__What the task requires__: Please state how many lines of the data below contain the word "from", offering nothing besides the number.

__Data to process__:
__________________________________________________
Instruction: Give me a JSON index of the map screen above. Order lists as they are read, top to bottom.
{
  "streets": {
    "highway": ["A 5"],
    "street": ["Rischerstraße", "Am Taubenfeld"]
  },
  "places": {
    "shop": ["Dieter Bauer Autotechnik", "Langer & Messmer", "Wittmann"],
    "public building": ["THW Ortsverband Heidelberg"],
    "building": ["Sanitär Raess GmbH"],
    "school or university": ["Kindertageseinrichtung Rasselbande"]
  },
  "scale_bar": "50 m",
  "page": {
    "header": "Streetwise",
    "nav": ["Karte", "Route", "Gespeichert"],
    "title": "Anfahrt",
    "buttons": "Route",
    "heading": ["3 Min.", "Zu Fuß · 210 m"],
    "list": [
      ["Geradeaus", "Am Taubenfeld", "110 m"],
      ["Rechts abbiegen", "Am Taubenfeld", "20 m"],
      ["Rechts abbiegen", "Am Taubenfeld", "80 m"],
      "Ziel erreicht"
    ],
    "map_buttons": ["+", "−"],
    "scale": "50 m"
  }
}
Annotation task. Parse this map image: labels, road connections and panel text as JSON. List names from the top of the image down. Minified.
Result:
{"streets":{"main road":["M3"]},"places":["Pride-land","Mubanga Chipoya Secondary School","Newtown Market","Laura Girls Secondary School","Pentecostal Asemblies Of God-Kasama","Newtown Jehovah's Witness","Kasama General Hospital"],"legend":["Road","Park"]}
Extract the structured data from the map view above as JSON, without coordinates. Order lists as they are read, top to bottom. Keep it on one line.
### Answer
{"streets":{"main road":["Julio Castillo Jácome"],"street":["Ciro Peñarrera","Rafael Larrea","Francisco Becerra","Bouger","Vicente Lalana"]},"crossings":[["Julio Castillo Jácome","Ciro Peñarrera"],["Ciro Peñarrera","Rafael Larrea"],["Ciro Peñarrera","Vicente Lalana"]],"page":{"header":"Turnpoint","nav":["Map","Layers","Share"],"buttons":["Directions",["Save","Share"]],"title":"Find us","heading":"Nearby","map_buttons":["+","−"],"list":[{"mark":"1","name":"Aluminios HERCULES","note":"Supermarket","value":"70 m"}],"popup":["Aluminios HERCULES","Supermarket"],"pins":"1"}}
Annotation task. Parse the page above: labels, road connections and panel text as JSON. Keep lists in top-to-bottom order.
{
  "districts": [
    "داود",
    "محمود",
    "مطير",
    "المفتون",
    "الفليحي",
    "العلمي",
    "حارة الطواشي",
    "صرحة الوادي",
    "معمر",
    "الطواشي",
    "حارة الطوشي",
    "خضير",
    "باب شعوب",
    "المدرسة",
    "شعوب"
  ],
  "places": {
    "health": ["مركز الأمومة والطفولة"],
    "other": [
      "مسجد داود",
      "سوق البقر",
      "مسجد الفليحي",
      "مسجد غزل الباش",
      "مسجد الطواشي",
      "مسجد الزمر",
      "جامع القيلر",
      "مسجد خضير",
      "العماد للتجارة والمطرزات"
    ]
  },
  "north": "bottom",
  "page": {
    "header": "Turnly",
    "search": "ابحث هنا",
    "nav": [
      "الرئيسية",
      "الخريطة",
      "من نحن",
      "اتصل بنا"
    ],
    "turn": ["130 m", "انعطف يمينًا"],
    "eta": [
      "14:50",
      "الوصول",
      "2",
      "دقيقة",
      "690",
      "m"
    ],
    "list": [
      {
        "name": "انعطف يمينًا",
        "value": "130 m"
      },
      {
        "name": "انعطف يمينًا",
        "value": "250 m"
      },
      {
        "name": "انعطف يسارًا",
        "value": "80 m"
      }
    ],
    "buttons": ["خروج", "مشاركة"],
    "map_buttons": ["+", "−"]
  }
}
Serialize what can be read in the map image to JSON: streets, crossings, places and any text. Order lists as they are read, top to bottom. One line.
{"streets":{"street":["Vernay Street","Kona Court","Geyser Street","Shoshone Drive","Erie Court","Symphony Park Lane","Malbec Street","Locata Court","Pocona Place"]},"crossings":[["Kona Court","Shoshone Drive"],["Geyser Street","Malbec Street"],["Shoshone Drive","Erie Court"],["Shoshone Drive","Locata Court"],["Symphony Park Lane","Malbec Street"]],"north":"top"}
__________________________________________________
__Solution to this exercise__: 2